To give them credit, John and Edith did in fact get the boat in Queenstown (Cobh) as Dean Mayes noted. An arriving passenger list shows Mr. J. Prendergast, a clerk and his wife departing from Queenstown, Ireland as second cabin passengers on the ship Teutonic, arriving on Ellis Island in New York on April 25th 1894, carrying three bags each.
Dean Mayes also correctly noted John’s occupation. The 1900 US census and an Augusta, Maine city directory lists John F. Prendergast as a “hostler” or man who looks after horses at a stable or inn. John was clearly a horse guy.
The arriving passenger list also noted that John and Edith Alice were married which is consistent with the Irish index record of their civil marriage, but not Dean Mayes’ account which had them married in America. The marriage index record is given as a date range between April – June 1894 which means John and Edith must have married in early April, just before their voyage.

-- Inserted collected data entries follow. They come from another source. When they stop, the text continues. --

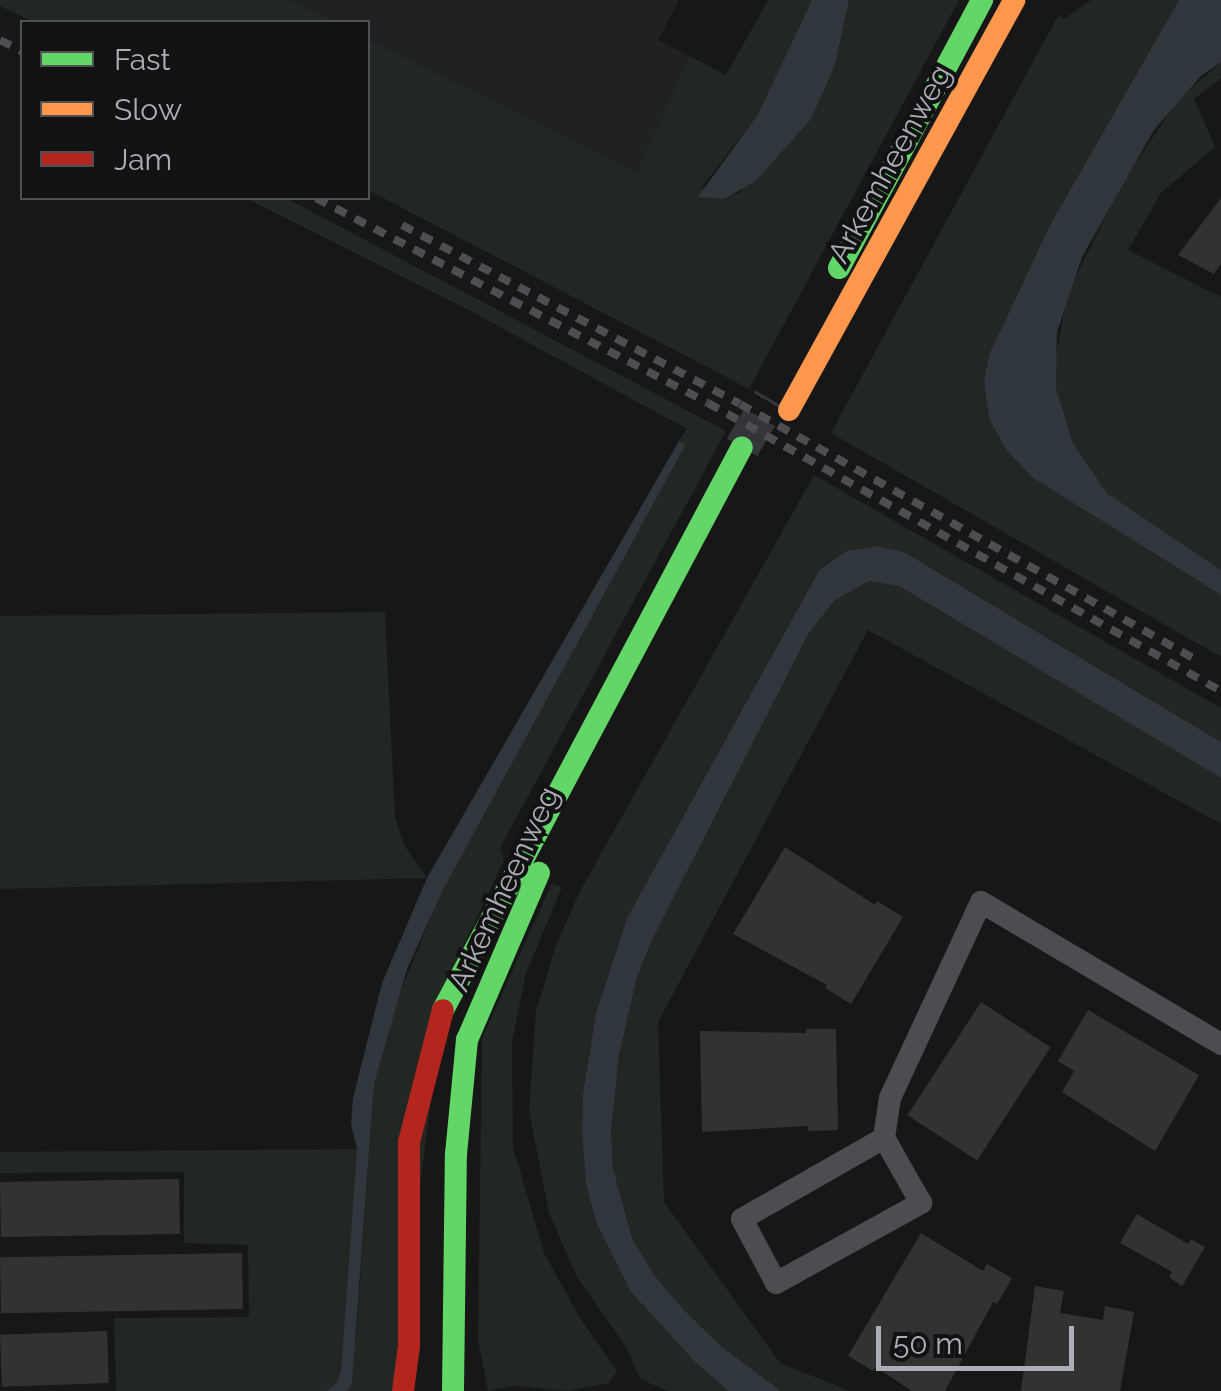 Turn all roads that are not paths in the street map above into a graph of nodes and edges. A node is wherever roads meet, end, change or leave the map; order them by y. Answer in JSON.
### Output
{"nodes":[{"id":1,"x":982,"y":0,"type":"edge"},
{"id":2,"x":1014,"y":0,"type":"edge"},
{"id":3,"x":1221,"y":1044,"type":"edge"},
{"id":4,"x":884,"y":1138,"type":"junction"},
{"id":5,"x":457,"y":1336,"type":"junction"},
{"id":6,"x":409,"y":1346,"type":"junction"},
{"id":7,"x":403,"y":1391,"type":"edge"},
{"id":8,"x":419,"y":1391,"type":"edge"},
{"id":9,"x":453,"y":1391,"type":"edge"},
{"id":10,"x":478,"y":1391,"type":"edge"}],
"edges":[{"from":1,"to":2,"type":"main road","name":"Arkemheenweg"},
{"from":3,"to":4,"type":"street"},
{"from":4,"to":4,"type":"street"},
{"from":5,"to":6,"type":"main road","name":"Arkemheenweg"},
{"from":5,"to":9,"type":"main road","name":"Arkemheenweg"},
{"from":5,"to":10,"type":"main road"},
{"from":6,"to":7,"type":"main road","name":"Arkemheenweg"},
{"from":6,"to":8,"type":"main road","name":"Arkemheenweg"}]}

What about an elopement? Did they conceal their marriage from their families and “run off” as Mayes wrote?
Here is an other account of the affair from Alwine Mona Ivy Brougham (1891-1980), daughter of Henry W. Brougham, Edith’s older brother. Mona writes:
“youngest daughter of the Dean. had an affair with the young & dashing groom who was teaching her to ride. Her parents got to hear of it & forthwith she was married offhand to the groom (whose name alas I do not know) & they were bundled off to America & her name never mentioned again! But I hear he fell on his feet in Australia worked in a Stud Farm & was so well thought of that he inherited it when the owner died. Good for Edith (I hope)”Source: Notes by Mona BL, originally posted by Karen Bruce Lockhart 28 Feb. 2010. ancestry.com
Mona’s version of the story fits the fact that the young couple married in Ireland and rather than elope, their affair was revealed or discovered and they were “bundled off” to be forgotten as some kind of embarrassment to the Brougham family.

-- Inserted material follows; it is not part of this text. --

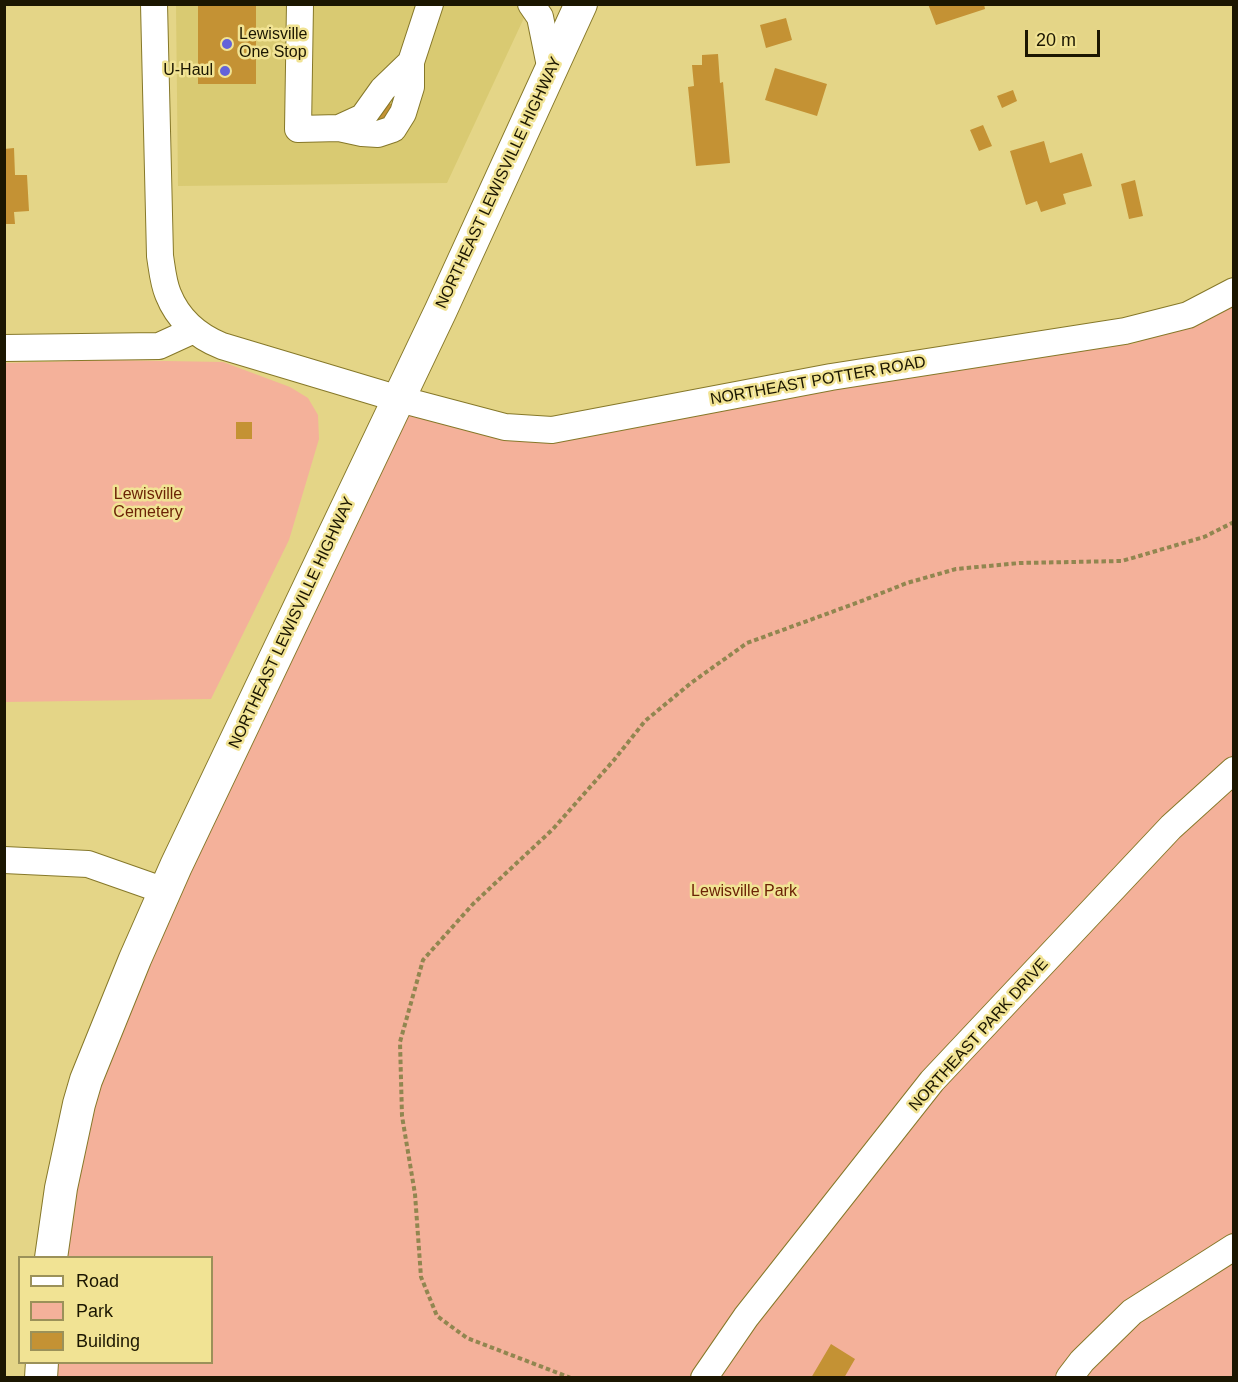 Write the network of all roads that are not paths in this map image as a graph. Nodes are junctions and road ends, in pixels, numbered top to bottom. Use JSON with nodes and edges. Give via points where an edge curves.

What sort of embarrassment? Mona seems to actually admire the class crossing aspect of affair, the ambitious and dashing young riding instructor and his student, the daughter of the distinguished Reverend Dean, Doctor of Divinity. Good for Edith she says.
On the other hand, Edith Alice had the weight of generations against her. To marry below one’s class was to betray the family.
As 18th-century novels like Richardson‘s Clarissa and Fielding‘s Tom Jones make clear, it was vital to the gentry that sons and daughters who stood to inherit, married people of equivalent or greater social rank. Ostracism, even disinheritance, often awaited those who did not. Once thus married, sons and daughters consolidated the family’s properties and also its social and political standing. Though small gentry, like the Broughams, were somewhat overshadowed in Cumberland and Westmorland by big families like the Howards and the Lowthers, considerable holdings could be built up through wise marriages, judicious purchases and the rewards for loyal service to local magnates.Mark Thomas. A History of Brougham Hall and Highhead Castle. Phillimore & Co, Ltd. 1992. p.19.
Another Brougham descendant, Peter Brougham Wylie, mentioned Edith Alice and her departure in a 1998 family history titled A Gathering of Broughams But Not a Clean Sweep:
Edith Alice, date of birth unknown. It is said that she eloped with a groom, one Prendergast, and they went to live in America. There he found employment with a relative who owned a small but successful horse-breeding farm in Kentucky, and subsequently inherited the property in the absence of closer relatives.Peter Brougham Wylie. A Gathering of Broughams but Nor A Clean Sweep.1998. p.77
Edith Alice’s entry in this volume is located among a long list of brothers, sisters, cousins, aunts and uncles. Her father and grandfathers were educated clergy, “A Clerical Dynasty” according to the title of Chapter 12. She also appears on Chart 3, Brougham of Ballyhaise and Lismore, alongside her brothers and sisters. That chart records Edith Alice’s brother John William Brougham’s descendants down to my generation, but does not include any of Edith Alice’s descendants.